Com uma administração instável, o clube tem mais de 200 processos judiciais pendentes.

O San Lorenzo, ícone do futebol argentino e clube querido pelo falecido Papa Francisco, enfrenta sua hora mais sombria: a justiça concedeu apenas cinco dias para quitar uma dívida de US$ 4,7 milhões (cerca de R$ 25,7 milhões) com o fundo de investimentos suíço AIS Investment Fund, sob pena de decretação de falência. A notificação, emitida pela Câmara Comercial na terça-feira (14), acelera uma crise financeira que arrasta o “Ciclón” há anos e pode paralisar suas operações.

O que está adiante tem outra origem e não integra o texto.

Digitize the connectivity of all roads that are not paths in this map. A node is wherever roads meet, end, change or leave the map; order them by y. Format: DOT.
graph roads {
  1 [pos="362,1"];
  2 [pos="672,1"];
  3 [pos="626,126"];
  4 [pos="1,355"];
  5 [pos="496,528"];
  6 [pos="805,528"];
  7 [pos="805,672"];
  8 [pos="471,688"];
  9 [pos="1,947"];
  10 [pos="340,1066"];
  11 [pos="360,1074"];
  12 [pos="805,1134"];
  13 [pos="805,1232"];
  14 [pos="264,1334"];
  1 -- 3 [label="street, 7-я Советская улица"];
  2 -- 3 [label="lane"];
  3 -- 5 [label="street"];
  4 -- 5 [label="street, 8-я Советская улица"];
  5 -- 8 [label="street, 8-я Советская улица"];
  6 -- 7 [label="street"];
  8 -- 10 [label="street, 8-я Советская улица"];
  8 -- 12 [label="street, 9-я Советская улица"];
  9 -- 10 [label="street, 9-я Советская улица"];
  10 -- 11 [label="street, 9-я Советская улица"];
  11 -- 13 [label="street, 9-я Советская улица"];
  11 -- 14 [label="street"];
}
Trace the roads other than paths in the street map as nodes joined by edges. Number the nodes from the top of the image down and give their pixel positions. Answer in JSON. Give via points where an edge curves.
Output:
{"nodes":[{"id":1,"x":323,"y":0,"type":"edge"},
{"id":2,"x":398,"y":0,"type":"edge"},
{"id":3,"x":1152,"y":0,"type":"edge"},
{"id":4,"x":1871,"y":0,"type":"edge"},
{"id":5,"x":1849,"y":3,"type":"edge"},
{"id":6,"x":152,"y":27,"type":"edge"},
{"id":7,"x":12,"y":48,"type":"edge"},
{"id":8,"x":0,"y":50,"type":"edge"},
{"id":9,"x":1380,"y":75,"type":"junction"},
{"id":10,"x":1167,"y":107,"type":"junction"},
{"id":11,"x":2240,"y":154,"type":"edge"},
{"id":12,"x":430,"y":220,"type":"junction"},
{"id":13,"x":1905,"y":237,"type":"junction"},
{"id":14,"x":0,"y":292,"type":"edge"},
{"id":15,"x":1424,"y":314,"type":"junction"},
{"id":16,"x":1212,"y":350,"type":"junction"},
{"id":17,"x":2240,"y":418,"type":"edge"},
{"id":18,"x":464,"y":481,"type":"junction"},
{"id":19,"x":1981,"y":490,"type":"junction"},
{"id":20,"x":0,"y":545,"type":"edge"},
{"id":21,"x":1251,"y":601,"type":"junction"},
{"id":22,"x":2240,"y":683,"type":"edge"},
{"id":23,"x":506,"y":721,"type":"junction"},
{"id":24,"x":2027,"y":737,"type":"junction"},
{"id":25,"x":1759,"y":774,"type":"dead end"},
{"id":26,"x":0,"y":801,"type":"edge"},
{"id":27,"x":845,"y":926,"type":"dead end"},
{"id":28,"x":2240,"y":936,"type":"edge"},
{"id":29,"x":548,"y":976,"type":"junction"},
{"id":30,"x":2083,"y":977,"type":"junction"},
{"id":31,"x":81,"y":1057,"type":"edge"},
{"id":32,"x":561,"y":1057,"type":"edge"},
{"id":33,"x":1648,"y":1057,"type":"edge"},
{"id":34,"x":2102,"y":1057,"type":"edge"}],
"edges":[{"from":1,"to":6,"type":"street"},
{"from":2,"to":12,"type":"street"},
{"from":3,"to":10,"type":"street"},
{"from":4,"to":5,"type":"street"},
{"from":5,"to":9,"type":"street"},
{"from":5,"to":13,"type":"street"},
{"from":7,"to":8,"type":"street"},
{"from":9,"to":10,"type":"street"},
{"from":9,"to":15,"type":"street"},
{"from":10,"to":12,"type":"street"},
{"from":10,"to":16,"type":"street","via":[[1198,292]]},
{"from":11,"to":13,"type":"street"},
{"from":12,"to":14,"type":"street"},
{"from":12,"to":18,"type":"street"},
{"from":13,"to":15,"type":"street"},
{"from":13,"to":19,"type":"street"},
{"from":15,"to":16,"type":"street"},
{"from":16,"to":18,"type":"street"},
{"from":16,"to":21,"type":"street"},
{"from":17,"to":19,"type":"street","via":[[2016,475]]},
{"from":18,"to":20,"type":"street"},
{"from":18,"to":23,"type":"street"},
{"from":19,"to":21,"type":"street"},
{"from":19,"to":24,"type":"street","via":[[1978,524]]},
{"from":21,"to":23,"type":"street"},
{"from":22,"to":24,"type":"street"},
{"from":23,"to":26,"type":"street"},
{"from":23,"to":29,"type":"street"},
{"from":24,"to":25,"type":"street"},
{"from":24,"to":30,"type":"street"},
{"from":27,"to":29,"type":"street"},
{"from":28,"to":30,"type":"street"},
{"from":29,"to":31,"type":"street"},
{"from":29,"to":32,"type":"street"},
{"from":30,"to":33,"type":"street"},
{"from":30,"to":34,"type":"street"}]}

A origem do rombo é da época da gestão do ex-presidente Marcelo Tinelli, em 2020. Para agilizar a venda do atacante Adolfo Gaich ao CSKA Moscou, o clube captou o empréstimo do fundo suíço, garantido pelos direitos econômicos da transação. O erro fatal veio quando os russos depositaram o valor diretamente no caixa do San Lorenzo, que reteve os recursos sem repassá-los ao credor – um descuido que acumulou juros e transformou o débito original de US$ 3,9 milhões em uma bola de neve judicial.
Com mais de 200 processos judiciais pendentes e uma administração instável sob o polêmico Marcelo Moretti – que assumiu em meio a protestos e perdas de 15 mil sócios –, o clube corre contra o relógio. Advogados buscam uma negociação de última hora, mas fontes como o TYC Sports indicam que apelações foram esgotadas, deixando a arrecadação emergencial como única saída viável. Uma quebra declarada ameaçaria o patrimônio, incluindo o estádio Pedro Bidegain, e até a elegibilidade em torneios, evocando o colapso do Racing nos anos 2000.
Torcedores lotam as redes com apelos por transparência, enquanto o San Lorenzo tenta manter o foco no campo. O prazo vence na sexta-feira (19), e o futebol argentino aguarda o resultado.